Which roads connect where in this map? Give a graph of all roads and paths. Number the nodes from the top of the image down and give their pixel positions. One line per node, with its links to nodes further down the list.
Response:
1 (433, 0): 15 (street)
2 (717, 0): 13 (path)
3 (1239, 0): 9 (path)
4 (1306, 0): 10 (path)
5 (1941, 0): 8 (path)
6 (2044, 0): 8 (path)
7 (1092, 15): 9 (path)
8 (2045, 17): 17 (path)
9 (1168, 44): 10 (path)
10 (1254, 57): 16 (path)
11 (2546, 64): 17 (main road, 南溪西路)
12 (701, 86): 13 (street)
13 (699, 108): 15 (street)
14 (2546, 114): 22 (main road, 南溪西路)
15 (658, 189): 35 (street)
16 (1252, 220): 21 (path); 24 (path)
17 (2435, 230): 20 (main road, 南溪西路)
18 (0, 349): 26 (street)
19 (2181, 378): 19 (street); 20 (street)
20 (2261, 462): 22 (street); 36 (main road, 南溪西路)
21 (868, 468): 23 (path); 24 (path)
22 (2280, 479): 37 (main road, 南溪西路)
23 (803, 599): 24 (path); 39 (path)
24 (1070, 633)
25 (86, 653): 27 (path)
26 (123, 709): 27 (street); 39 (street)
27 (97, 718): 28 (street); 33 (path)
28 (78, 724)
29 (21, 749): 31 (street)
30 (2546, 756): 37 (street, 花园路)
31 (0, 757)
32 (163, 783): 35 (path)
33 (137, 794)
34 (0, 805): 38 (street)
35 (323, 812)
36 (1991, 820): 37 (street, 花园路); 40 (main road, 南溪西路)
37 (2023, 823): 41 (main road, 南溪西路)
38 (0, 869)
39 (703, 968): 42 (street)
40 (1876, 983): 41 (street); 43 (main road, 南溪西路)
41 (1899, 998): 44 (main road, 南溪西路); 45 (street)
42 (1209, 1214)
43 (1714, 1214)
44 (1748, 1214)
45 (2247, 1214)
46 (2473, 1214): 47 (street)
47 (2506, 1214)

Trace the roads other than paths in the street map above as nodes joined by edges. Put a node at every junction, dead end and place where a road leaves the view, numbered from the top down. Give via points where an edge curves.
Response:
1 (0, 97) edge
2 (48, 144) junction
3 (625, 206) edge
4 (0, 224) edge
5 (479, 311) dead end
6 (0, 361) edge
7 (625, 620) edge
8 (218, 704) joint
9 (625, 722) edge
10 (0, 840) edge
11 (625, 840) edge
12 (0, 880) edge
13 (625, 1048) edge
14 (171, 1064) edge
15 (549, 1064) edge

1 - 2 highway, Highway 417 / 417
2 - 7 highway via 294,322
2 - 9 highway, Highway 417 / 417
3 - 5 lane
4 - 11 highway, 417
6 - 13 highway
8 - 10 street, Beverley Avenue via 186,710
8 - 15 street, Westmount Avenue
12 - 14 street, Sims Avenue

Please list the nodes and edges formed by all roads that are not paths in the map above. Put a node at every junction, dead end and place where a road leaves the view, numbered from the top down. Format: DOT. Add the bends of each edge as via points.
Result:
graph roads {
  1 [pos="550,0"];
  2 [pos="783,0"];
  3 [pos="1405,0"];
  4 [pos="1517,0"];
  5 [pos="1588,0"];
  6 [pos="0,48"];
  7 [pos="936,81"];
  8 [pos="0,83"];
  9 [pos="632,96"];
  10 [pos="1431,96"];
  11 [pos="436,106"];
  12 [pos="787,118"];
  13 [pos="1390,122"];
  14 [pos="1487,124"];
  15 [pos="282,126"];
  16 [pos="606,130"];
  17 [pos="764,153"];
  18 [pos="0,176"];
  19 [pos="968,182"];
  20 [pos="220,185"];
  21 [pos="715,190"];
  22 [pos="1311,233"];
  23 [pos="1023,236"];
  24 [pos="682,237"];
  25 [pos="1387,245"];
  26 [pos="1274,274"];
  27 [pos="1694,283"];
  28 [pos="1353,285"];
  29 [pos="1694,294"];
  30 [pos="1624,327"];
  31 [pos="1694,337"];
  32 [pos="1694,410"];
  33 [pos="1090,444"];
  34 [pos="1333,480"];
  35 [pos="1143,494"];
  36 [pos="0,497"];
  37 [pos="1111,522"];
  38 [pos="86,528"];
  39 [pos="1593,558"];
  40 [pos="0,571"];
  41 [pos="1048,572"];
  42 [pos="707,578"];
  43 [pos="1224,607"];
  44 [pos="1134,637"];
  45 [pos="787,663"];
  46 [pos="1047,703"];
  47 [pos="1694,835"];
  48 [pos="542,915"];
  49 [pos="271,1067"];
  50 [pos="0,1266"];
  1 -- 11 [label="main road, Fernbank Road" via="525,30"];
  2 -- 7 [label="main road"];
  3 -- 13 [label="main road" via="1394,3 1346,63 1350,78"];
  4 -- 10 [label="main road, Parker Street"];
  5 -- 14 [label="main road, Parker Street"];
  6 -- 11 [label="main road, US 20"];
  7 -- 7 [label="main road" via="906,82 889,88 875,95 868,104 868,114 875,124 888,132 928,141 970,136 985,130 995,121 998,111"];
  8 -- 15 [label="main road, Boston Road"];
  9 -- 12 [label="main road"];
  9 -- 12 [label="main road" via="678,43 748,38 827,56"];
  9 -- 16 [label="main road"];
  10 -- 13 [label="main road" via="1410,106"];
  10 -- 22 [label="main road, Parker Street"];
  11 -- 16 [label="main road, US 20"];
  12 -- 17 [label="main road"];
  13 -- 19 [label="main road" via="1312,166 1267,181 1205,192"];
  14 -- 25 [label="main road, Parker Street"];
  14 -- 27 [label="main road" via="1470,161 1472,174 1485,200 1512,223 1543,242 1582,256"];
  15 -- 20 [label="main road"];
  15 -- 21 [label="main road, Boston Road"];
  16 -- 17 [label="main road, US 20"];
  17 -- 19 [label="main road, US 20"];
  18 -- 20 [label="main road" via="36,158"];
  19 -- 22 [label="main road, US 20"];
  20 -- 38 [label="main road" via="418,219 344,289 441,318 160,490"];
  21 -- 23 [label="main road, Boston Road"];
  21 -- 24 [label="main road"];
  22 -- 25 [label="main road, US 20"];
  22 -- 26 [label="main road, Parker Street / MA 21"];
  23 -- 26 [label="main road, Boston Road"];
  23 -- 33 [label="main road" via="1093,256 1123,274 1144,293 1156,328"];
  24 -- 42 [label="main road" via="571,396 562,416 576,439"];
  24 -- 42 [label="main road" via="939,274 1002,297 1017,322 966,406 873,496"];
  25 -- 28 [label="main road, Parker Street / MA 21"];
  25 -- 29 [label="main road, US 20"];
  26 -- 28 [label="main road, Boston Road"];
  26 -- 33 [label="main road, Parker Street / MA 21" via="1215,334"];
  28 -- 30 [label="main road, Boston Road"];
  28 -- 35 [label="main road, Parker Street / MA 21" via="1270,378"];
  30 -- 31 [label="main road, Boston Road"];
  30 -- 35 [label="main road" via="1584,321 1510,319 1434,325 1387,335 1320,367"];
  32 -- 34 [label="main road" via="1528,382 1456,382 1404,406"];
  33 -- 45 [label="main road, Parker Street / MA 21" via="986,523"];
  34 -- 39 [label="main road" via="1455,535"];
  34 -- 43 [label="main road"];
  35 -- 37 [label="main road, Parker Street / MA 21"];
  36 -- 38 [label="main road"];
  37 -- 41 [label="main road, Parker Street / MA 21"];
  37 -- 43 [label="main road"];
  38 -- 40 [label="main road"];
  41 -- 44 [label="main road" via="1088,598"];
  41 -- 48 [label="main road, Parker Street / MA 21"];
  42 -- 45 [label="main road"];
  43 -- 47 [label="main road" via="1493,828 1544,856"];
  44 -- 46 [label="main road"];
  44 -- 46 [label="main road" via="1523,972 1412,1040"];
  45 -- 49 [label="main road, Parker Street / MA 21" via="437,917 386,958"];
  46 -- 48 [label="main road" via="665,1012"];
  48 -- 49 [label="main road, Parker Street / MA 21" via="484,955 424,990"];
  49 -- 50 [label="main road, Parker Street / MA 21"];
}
####
Using the data above, copy each line that contains "graph".

### Answer for the task
Which roads connect where in this map? Give a graph of all roads and paths. Number the nodes from the top of the image down and give their pixel positions. One line per node, with its links to nodes further down the list.
graph roads {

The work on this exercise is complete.